▼▼▼

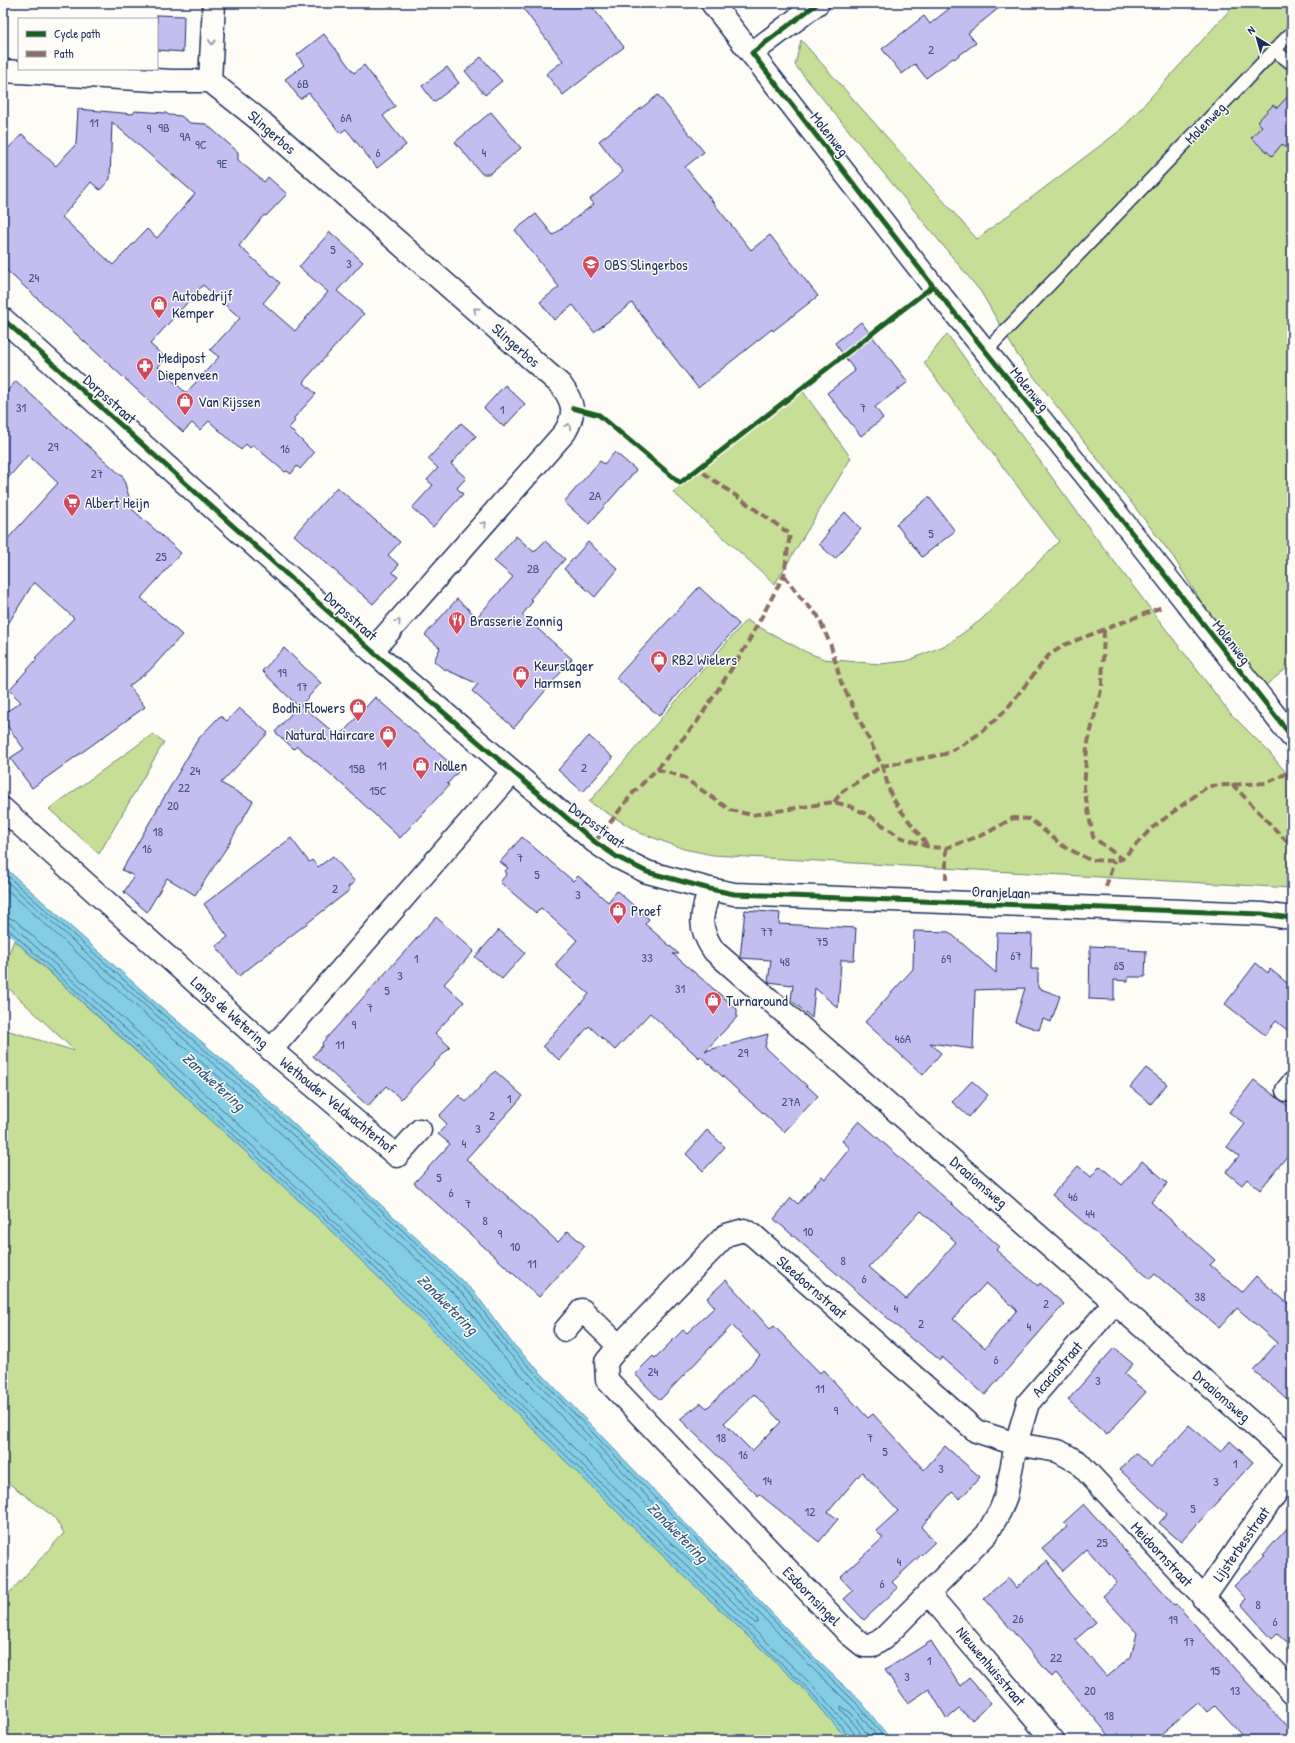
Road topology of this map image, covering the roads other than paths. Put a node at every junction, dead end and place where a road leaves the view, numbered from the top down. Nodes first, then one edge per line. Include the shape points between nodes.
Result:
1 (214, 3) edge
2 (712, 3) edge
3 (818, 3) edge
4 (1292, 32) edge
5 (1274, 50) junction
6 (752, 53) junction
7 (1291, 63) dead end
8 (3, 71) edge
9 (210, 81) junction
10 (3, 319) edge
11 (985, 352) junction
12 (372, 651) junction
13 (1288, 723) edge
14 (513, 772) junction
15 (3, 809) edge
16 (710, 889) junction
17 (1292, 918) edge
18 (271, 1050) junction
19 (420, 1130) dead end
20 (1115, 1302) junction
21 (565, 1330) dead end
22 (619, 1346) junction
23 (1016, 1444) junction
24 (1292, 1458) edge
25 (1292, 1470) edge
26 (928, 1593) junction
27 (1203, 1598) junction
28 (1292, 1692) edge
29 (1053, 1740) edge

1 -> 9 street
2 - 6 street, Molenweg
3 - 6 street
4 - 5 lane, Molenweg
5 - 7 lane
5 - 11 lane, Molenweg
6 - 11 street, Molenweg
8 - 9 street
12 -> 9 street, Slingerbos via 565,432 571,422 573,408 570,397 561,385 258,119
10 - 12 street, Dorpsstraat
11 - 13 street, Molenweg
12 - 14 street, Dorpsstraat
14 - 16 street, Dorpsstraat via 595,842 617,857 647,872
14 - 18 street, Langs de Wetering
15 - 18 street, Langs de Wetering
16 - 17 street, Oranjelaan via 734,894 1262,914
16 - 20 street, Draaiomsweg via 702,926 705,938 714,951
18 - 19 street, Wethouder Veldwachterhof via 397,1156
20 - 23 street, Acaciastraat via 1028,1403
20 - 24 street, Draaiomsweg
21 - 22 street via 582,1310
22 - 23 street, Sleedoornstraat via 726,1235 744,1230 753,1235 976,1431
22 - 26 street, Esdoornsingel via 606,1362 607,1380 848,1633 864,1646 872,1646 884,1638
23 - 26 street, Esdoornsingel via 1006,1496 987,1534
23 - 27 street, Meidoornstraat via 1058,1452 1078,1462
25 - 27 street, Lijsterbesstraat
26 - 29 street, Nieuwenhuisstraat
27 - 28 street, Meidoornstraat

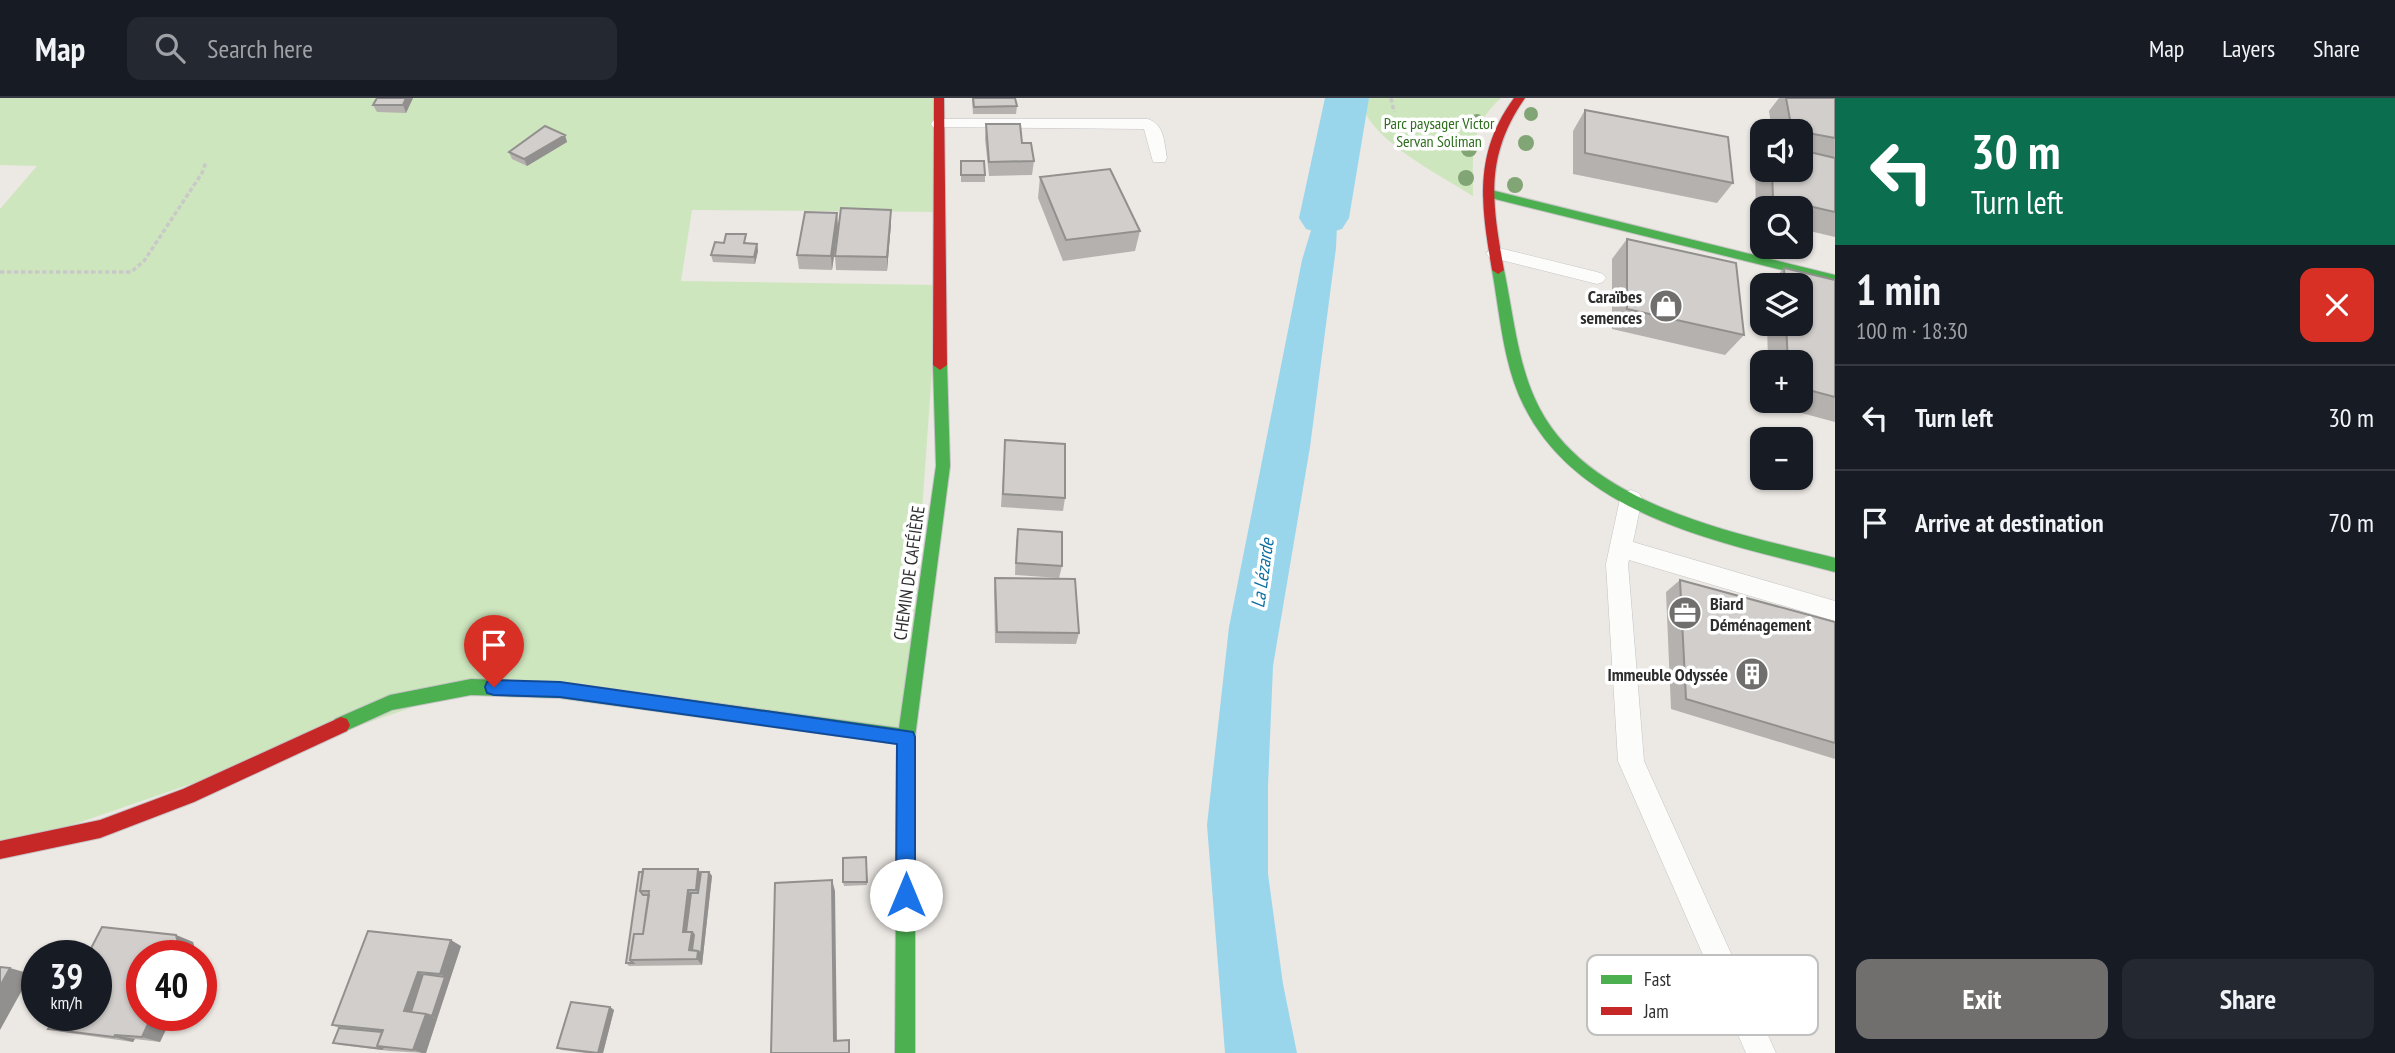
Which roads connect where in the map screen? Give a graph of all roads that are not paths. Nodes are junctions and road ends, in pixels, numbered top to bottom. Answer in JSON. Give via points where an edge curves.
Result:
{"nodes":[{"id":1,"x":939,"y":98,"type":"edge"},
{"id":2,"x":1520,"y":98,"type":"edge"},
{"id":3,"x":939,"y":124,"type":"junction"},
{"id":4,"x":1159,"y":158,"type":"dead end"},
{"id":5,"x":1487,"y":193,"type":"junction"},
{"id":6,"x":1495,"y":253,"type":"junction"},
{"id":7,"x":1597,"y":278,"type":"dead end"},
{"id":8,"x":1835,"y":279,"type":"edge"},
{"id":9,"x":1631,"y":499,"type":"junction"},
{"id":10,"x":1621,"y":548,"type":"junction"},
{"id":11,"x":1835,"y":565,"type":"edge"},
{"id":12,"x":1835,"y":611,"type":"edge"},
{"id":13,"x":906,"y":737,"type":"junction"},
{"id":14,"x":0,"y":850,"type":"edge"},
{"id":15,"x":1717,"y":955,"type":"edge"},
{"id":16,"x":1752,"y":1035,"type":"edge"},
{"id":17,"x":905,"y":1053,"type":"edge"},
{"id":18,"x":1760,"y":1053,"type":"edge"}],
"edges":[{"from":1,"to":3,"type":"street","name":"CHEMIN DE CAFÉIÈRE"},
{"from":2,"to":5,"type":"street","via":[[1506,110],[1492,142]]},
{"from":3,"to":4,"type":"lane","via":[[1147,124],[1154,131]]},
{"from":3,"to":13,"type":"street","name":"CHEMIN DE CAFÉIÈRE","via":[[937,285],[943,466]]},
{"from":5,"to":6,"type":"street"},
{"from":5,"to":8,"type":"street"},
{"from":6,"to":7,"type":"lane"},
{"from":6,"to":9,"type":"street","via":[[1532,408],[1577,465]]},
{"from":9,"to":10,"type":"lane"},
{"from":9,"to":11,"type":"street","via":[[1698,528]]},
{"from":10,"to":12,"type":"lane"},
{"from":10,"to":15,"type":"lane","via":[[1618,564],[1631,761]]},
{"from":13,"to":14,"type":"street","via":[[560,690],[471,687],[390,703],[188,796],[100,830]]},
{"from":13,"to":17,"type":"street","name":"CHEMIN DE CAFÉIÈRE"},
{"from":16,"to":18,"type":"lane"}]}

▲▲▲

Exercise prompt: Restate the whole listing exactly as written, minus the pictures.

Solution to this problem:
Road topology of this map image, covering the roads other than paths. Put a node at every junction, dead end and place where a road leaves the view, numbered from the top down. Nodes first, then one edge per line. Include the shape points between nodes.
Result:
1 (214, 3) edge
2 (712, 3) edge
3 (818, 3) edge
4 (1292, 32) edge
5 (1274, 50) junction
6 (752, 53) junction
7 (1291, 63) dead end
8 (3, 71) edge
9 (210, 81) junction
10 (3, 319) edge
11 (985, 352) junction
12 (372, 651) junction
13 (1288, 723) edge
14 (513, 772) junction
15 (3, 809) edge
16 (710, 889) junction
17 (1292, 918) edge
18 (271, 1050) junction
19 (420, 1130) dead end
20 (1115, 1302) junction
21 (565, 1330) dead end
22 (619, 1346) junction
23 (1016, 1444) junction
24 (1292, 1458) edge
25 (1292, 1470) edge
26 (928, 1593) junction
27 (1203, 1598) junction
28 (1292, 1692) edge
29 (1053, 1740) edge

1 -> 9 street
2 - 6 street, Molenweg
3 - 6 street
4 - 5 lane, Molenweg
5 - 7 lane
5 - 11 lane, Molenweg
6 - 11 street, Molenweg
8 - 9 street
12 -> 9 street, Slingerbos via 565,432 571,422 573,408 570,397 561,385 258,119
10 - 12 street, Dorpsstraat
11 - 13 street, Molenweg
12 - 14 street, Dorpsstraat
14 - 16 street, Dorpsstraat via 595,842 617,857 647,872
14 - 18 street, Langs de Wetering
15 - 18 street, Langs de Wetering
16 - 17 street, Oranjelaan via 734,894 1262,914
16 - 20 street, Draaiomsweg via 702,926 705,938 714,951
18 - 19 street, Wethouder Veldwachterhof via 397,1156
20 - 23 street, Acaciastraat via 1028,1403
20 - 24 street, Draaiomsweg
21 - 22 street via 582,1310
22 - 23 street, Sleedoornstraat via 726,1235 744,1230 753,1235 976,1431
22 - 26 street, Esdoornsingel via 606,1362 607,1380 848,1633 864,1646 872,1646 884,1638
23 - 26 street, Esdoornsingel via 1006,1496 987,1534
23 - 27 street, Meidoornstraat via 1058,1452 1078,1462
25 - 27 street, Lijsterbesstraat
26 - 29 street, Nieuwenhuisstraat
27 - 28 street, Meidoornstraat

Which roads connect where in the map screen? Give a graph of all roads that are not paths. Nodes are junctions and road ends, in pixels, numbered top to bottom. Answer in JSON. Give via points where an edge curves.
Result:
{"nodes":[{"id":1,"x":939,"y":98,"type":"edge"},
{"id":2,"x":1520,"y":98,"type":"edge"},
{"id":3,"x":939,"y":124,"type":"junction"},
{"id":4,"x":1159,"y":158,"type":"dead end"},
{"id":5,"x":1487,"y":193,"type":"junction"},
{"id":6,"x":1495,"y":253,"type":"junction"},
{"id":7,"x":1597,"y":278,"type":"dead end"},
{"id":8,"x":1835,"y":279,"type":"edge"},
{"id":9,"x":1631,"y":499,"type":"junction"},
{"id":10,"x":1621,"y":548,"type":"junction"},
{"id":11,"x":1835,"y":565,"type":"edge"},
{"id":12,"x":1835,"y":611,"type":"edge"},
{"id":13,"x":906,"y":737,"type":"junction"},
{"id":14,"x":0,"y":850,"type":"edge"},
{"id":15,"x":1717,"y":955,"type":"edge"},
{"id":16,"x":1752,"y":1035,"type":"edge"},
{"id":17,"x":905,"y":1053,"type":"edge"},
{"id":18,"x":1760,"y":1053,"type":"edge"}],
"edges":[{"from":1,"to":3,"type":"street","name":"CHEMIN DE CAFÉIÈRE"},
{"from":2,"to":5,"type":"street","via":[[1506,110],[1492,142]]},
{"from":3,"to":4,"type":"lane","via":[[1147,124],[1154,131]]},
{"from":3,"to":13,"type":"street","name":"CHEMIN DE CAFÉIÈRE","via":[[937,285],[943,466]]},
{"from":5,"to":6,"type":"street"},
{"from":5,"to":8,"type":"street"},
{"from":6,"to":7,"type":"lane"},
{"from":6,"to":9,"type":"street","via":[[1532,408],[1577,465]]},
{"from":9,"to":10,"type":"lane"},
{"from":9,"to":11,"type":"street","via":[[1698,528]]},
{"from":10,"to":12,"type":"lane"},
{"from":10,"to":15,"type":"lane","via":[[1618,564],[1631,761]]},
{"from":13,"to":14,"type":"street","via":[[560,690],[471,687],[390,703],[188,796],[100,830]]},
{"from":13,"to":17,"type":"street","name":"CHEMIN DE CAFÉIÈRE"},
{"from":16,"to":18,"type":"lane"}]}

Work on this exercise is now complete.